1 Reply Latest reply on Sep 14, 2011 5:06 AM by realhet

    CAL Mem Transfer, calResAlloc


      AMD Forum,

      ====== part 1 ======

      I want to do a quick process in CAL/IL and then bring the results back to the CPU.  What is the best way to do this other than:


      memmove(...); // or do a loop with pointer indexing


       =>This becomes very taxing indeed during runtime.

      ====== part 2 ======

      What is the difference between calResAllocLocal and calResAllocRemote?  I understand that Local uses GPU memory and Remote uses CPU memory; but to put the results back to a CPU array, I can do the calResMap,memmove,calResUnmap strategy to either of these resources...so why would I ever want to use the slower calResAllocRemote?

      ====== part 3 ======

      What's the point of calMemcpy, other than it is asynchronous?  When will I ever want to move from local resource to global resource if I can access both from the CPU given calResMap?


      THANKS! I greatly appreciate it!


        • CAL Mem Transfer, calResAlloc


          part1: You can use SSE instructions to copy on the CPU side, thats much faster, but anyways there is a better way: Pinned memory.

          part2: memory allocated with ResAllocLocal resides on GPU ram, and ResAllocRemote on the system ram. If CPU wants to use Local memory, the it will be transfered through PCIE bus first. Same thing goes between GPU and Remote (CPUside) memory.

          There is a third kind of allocation, I guess that's the best: It's pinned memory:

          - Allocated with calResCreate1D or 2D (it's an extension)

          - You have to provide the System memory for it (watch out for 4K alignment!!!)

          - No need to use calResMap.

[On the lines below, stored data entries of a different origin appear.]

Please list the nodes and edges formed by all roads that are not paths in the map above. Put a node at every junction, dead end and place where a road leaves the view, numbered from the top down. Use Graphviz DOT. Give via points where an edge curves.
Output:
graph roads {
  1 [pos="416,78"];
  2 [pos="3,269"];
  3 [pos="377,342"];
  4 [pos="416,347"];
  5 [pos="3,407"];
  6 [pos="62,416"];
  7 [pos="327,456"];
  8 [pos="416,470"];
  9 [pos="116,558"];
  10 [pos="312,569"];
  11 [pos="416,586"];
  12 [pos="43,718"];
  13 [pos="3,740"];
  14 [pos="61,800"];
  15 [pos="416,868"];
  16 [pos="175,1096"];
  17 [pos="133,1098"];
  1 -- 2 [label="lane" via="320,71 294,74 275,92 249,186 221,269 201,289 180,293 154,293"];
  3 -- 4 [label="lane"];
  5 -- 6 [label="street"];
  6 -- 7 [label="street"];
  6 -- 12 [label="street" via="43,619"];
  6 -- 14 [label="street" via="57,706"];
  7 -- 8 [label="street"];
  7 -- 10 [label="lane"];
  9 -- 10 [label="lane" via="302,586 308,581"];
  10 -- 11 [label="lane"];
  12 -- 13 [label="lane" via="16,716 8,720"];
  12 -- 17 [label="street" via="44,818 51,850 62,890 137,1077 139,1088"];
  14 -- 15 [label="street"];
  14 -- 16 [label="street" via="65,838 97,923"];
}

This memory is synchronised transparently between GPU and CPU. (I guess thr amd driver is actively cooperating with the OS's memory paging stuff)

          - And suprisingly this is the fastest way of memory transfer I experienced with.

          part3: You can copy memory from Local to Loca, while on the cpu you do whatever you want. Also when copying between Local and Remote, it's done assynchronously with the DMA controller. Also you can queue memoryTransfer and runProgram events and.

          Hope it helps.